_YOUR TASK_.
Repeat every entry exactly as given.

EXERCISE INPUTS START

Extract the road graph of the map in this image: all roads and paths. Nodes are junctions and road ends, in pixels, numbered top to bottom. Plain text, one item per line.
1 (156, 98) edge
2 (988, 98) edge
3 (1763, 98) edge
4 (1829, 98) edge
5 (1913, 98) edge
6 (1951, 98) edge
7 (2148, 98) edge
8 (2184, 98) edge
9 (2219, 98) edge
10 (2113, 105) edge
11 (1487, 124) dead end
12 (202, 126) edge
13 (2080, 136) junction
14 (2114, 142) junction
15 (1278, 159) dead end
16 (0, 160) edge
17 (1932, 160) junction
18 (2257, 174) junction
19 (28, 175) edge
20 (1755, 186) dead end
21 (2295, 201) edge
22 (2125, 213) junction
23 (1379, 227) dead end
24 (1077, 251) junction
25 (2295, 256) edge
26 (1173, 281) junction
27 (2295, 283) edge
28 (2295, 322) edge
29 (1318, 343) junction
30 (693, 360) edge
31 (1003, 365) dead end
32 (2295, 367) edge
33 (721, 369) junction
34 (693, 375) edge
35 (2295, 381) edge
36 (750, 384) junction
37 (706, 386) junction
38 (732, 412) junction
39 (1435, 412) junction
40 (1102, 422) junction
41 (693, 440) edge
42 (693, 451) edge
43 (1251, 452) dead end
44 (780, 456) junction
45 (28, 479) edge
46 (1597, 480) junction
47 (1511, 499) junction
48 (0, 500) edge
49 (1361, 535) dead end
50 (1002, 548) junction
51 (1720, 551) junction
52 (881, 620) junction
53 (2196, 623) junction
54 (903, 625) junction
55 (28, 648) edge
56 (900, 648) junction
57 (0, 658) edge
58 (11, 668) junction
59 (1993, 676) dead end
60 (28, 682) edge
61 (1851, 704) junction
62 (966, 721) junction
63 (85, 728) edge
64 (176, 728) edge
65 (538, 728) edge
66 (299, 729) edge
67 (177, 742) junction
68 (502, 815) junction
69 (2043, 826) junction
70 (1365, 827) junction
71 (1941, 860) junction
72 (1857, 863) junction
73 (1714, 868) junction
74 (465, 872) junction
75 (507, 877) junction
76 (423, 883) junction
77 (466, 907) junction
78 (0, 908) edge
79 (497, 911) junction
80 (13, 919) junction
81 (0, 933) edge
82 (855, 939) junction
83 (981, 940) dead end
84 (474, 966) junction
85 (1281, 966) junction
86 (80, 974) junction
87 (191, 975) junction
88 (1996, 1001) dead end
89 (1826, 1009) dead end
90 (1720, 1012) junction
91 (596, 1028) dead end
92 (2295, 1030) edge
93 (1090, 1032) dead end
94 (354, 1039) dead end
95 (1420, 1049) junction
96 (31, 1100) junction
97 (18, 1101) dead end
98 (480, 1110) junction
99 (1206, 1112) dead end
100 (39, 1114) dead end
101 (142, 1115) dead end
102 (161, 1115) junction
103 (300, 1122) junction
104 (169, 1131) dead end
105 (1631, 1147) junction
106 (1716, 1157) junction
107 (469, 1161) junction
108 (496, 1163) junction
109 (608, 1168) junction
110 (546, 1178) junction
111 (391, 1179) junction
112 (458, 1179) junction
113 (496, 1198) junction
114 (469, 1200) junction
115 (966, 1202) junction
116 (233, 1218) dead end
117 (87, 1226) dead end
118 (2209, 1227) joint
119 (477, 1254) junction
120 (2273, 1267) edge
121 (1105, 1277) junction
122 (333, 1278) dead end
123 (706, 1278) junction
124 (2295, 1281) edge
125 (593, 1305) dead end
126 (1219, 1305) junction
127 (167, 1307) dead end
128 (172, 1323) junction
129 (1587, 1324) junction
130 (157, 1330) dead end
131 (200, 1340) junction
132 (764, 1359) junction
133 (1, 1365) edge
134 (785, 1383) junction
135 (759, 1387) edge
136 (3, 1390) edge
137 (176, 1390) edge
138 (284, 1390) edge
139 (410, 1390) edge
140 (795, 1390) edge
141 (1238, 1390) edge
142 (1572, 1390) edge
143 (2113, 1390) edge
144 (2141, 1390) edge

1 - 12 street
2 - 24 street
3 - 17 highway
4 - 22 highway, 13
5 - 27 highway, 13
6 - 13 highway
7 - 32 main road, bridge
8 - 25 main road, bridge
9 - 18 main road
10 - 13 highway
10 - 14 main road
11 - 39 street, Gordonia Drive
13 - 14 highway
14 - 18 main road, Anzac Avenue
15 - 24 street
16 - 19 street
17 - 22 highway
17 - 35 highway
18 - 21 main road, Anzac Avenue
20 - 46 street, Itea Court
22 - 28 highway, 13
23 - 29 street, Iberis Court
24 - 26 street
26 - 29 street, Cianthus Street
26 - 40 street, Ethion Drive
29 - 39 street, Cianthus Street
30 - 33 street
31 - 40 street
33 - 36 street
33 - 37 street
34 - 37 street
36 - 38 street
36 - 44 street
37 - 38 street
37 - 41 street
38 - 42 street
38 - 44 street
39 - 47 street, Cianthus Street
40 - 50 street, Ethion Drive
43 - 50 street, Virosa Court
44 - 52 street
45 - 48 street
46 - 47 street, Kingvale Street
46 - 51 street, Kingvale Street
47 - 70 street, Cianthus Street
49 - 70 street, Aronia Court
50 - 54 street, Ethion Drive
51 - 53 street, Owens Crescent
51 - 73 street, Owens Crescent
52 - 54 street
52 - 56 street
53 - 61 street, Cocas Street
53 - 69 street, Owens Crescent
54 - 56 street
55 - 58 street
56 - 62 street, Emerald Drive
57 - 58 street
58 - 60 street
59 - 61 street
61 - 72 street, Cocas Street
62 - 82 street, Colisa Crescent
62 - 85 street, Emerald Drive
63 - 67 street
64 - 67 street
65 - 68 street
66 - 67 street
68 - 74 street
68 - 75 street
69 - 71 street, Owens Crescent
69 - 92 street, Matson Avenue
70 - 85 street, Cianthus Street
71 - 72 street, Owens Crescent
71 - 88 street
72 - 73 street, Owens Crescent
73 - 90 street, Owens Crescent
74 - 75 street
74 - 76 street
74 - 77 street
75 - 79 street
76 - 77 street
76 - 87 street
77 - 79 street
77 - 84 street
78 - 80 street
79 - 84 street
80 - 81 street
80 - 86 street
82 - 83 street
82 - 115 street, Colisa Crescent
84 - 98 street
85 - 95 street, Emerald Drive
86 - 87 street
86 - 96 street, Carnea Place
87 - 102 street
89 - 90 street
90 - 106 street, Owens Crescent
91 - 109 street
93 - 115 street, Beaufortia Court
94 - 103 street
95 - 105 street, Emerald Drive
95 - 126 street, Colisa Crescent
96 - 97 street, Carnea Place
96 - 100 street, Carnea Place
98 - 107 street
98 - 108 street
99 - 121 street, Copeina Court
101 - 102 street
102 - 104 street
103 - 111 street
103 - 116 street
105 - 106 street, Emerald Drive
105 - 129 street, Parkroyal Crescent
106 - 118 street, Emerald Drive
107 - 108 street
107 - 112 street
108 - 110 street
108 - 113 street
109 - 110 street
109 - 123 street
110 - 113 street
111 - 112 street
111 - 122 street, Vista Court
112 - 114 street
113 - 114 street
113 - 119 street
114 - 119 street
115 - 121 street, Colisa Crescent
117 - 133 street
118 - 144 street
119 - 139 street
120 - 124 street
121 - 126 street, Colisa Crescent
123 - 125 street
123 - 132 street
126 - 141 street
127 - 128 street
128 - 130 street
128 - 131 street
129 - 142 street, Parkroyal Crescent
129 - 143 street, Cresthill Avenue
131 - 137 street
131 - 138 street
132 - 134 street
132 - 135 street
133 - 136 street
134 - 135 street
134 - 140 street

EXERCISE INPUTS END

_ANSWER TO THIS TASK_.
Extract the road graph of the map in this image: all roads and paths. Nodes are junctions and road ends, in pixels, numbered top to bottom. Plain text, one item per line.
1 (156, 98) edge
2 (988, 98) edge
3 (1763, 98) edge
4 (1829, 98) edge
5 (1913, 98) edge
6 (1951, 98) edge
7 (2148, 98) edge
8 (2184, 98) edge
9 (2219, 98) edge
10 (2113, 105) edge
11 (1487, 124) dead end
12 (202, 126) edge
13 (2080, 136) junction
14 (2114, 142) junction
15 (1278, 159) dead end
16 (0, 160) edge
17 (1932, 160) junction
18 (2257, 174) junction
19 (28, 175) edge
20 (1755, 186) dead end
21 (2295, 201) edge
22 (2125, 213) junction
23 (1379, 227) dead end
24 (1077, 251) junction
25 (2295, 256) edge
26 (1173, 281) junction
27 (2295, 283) edge
28 (2295, 322) edge
29 (1318, 343) junction
30 (693, 360) edge
31 (1003, 365) dead end
32 (2295, 367) edge
33 (721, 369) junction
34 (693, 375) edge
35 (2295, 381) edge
36 (750, 384) junction
37 (706, 386) junction
38 (732, 412) junction
39 (1435, 412) junction
40 (1102, 422) junction
41 (693, 440) edge
42 (693, 451) edge
43 (1251, 452) dead end
44 (780, 456) junction
45 (28, 479) edge
46 (1597, 480) junction
47 (1511, 499) junction
48 (0, 500) edge
49 (1361, 535) dead end
50 (1002, 548) junction
51 (1720, 551) junction
52 (881, 620) junction
53 (2196, 623) junction
54 (903, 625) junction
55 (28, 648) edge
56 (900, 648) junction
57 (0, 658) edge
58 (11, 668) junction
59 (1993, 676) dead end
60 (28, 682) edge
61 (1851, 704) junction
62 (966, 721) junction
63 (85, 728) edge
64 (176, 728) edge
65 (538, 728) edge
66 (299, 729) edge
67 (177, 742) junction
68 (502, 815) junction
69 (2043, 826) junction
70 (1365, 827) junction
71 (1941, 860) junction
72 (1857, 863) junction
73 (1714, 868) junction
74 (465, 872) junction
75 (507, 877) junction
76 (423, 883) junction
77 (466, 907) junction
78 (0, 908) edge
79 (497, 911) junction
80 (13, 919) junction
81 (0, 933) edge
82 (855, 939) junction
83 (981, 940) dead end
84 (474, 966) junction
85 (1281, 966) junction
86 (80, 974) junction
87 (191, 975) junction
88 (1996, 1001) dead end
89 (1826, 1009) dead end
90 (1720, 1012) junction
91 (596, 1028) dead end
92 (2295, 1030) edge
93 (1090, 1032) dead end
94 (354, 1039) dead end
95 (1420, 1049) junction
96 (31, 1100) junction
97 (18, 1101) dead end
98 (480, 1110) junction
99 (1206, 1112) dead end
100 (39, 1114) dead end
101 (142, 1115) dead end
102 (161, 1115) junction
103 (300, 1122) junction
104 (169, 1131) dead end
105 (1631, 1147) junction
106 (1716, 1157) junction
107 (469, 1161) junction
108 (496, 1163) junction
109 (608, 1168) junction
110 (546, 1178) junction
111 (391, 1179) junction
112 (458, 1179) junction
113 (496, 1198) junction
114 (469, 1200) junction
115 (966, 1202) junction
116 (233, 1218) dead end
117 (87, 1226) dead end
118 (2209, 1227) joint
119 (477, 1254) junction
120 (2273, 1267) edge
121 (1105, 1277) junction
122 (333, 1278) dead end
123 (706, 1278) junction
124 (2295, 1281) edge
125 (593, 1305) dead end
126 (1219, 1305) junction
127 (167, 1307) dead end
128 (172, 1323) junction
129 (1587, 1324) junction
130 (157, 1330) dead end
131 (200, 1340) junction
132 (764, 1359) junction
133 (1, 1365) edge
134 (785, 1383) junction
135 (759, 1387) edge
136 (3, 1390) edge
137 (176, 1390) edge
138 (284, 1390) edge
139 (410, 1390) edge
140 (795, 1390) edge
141 (1238, 1390) edge
142 (1572, 1390) edge
143 (2113, 1390) edge
144 (2141, 1390) edge

1 - 12 street
2 - 24 street
3 - 17 highway
4 - 22 highway, 13
5 - 27 highway, 13
6 - 13 highway
7 - 32 main road, bridge
8 - 25 main road, bridge
9 - 18 main road
10 - 13 highway
10 - 14 main road
11 - 39 street, Gordonia Drive
13 - 14 highway
14 - 18 main road, Anzac Avenue
15 - 24 street
16 - 19 street
17 - 22 highway
17 - 35 highway
18 - 21 main road, Anzac Avenue
20 - 46 street, Itea Court
22 - 28 highway, 13
23 - 29 street, Iberis Court
24 - 26 street
26 - 29 street, Cianthus Street
26 - 40 street, Ethion Drive
29 - 39 street, Cianthus Street
30 - 33 street
31 - 40 street
33 - 36 street
33 - 37 street
34 - 37 street
36 - 38 street
36 - 44 street
37 - 38 street
37 - 41 street
38 - 42 street
38 - 44 street
39 - 47 street, Cianthus Street
40 - 50 street, Ethion Drive
43 - 50 street, Virosa Court
44 - 52 street
45 - 48 street
46 - 47 street, Kingvale Street
46 - 51 street, Kingvale Street
47 - 70 street, Cianthus Street
49 - 70 street, Aronia Court
50 - 54 street, Ethion Drive
51 - 53 street, Owens Crescent
51 - 73 street, Owens Crescent
52 - 54 street
52 - 56 street
53 - 61 street, Cocas Street
53 - 69 street, Owens Crescent
54 - 56 street
55 - 58 street
56 - 62 street, Emerald Drive
57 - 58 street
58 - 60 street
59 - 61 street
61 - 72 street, Cocas Street
62 - 82 street, Colisa Crescent
62 - 85 street, Emerald Drive
63 - 67 street
64 - 67 street
65 - 68 street
66 - 67 street
68 - 74 street
68 - 75 street
69 - 71 street, Owens Crescent
69 - 92 street, Matson Avenue
70 - 85 street, Cianthus Street
71 - 72 street, Owens Crescent
71 - 88 street
72 - 73 street, Owens Crescent
73 - 90 street, Owens Crescent
74 - 75 street
74 - 76 street
74 - 77 street
75 - 79 street
76 - 77 street
76 - 87 street
77 - 79 street
77 - 84 street
78 - 80 street
79 - 84 street
80 - 81 street
80 - 86 street
82 - 83 street
82 - 115 street, Colisa Crescent
84 - 98 street
85 - 95 street, Emerald Drive
86 - 87 street
86 - 96 street, Carnea Place
87 - 102 street
89 - 90 street
90 - 106 street, Owens Crescent
91 - 109 street
93 - 115 street, Beaufortia Court
94 - 103 street
95 - 105 street, Emerald Drive
95 - 126 street, Colisa Crescent
96 - 97 street, Carnea Place
96 - 100 street, Carnea Place
98 - 107 street
98 - 108 street
99 - 121 street, Copeina Court
101 - 102 street
102 - 104 street
103 - 111 street
103 - 116 street
105 - 106 street, Emerald Drive
105 - 129 street, Parkroyal Crescent
106 - 118 street, Emerald Drive
107 - 108 street
107 - 112 street
108 - 110 street
108 - 113 street
109 - 110 street
109 - 123 street
110 - 113 street
111 - 112 street
111 - 122 street, Vista Court
112 - 114 street
113 - 114 street
113 - 119 street
114 - 119 street
115 - 121 street, Colisa Crescent
117 - 133 street
118 - 144 street
119 - 139 street
120 - 124 street
121 - 126 street, Colisa Crescent
123 - 125 street
123 - 132 street
126 - 141 street
127 - 128 street
128 - 130 street
128 - 131 street
129 - 142 street, Parkroyal Crescent
129 - 143 street, Cresthill Avenue
131 - 137 street
131 - 138 street
132 - 134 street
132 - 135 street
133 - 136 street
134 - 135 street
134 - 140 street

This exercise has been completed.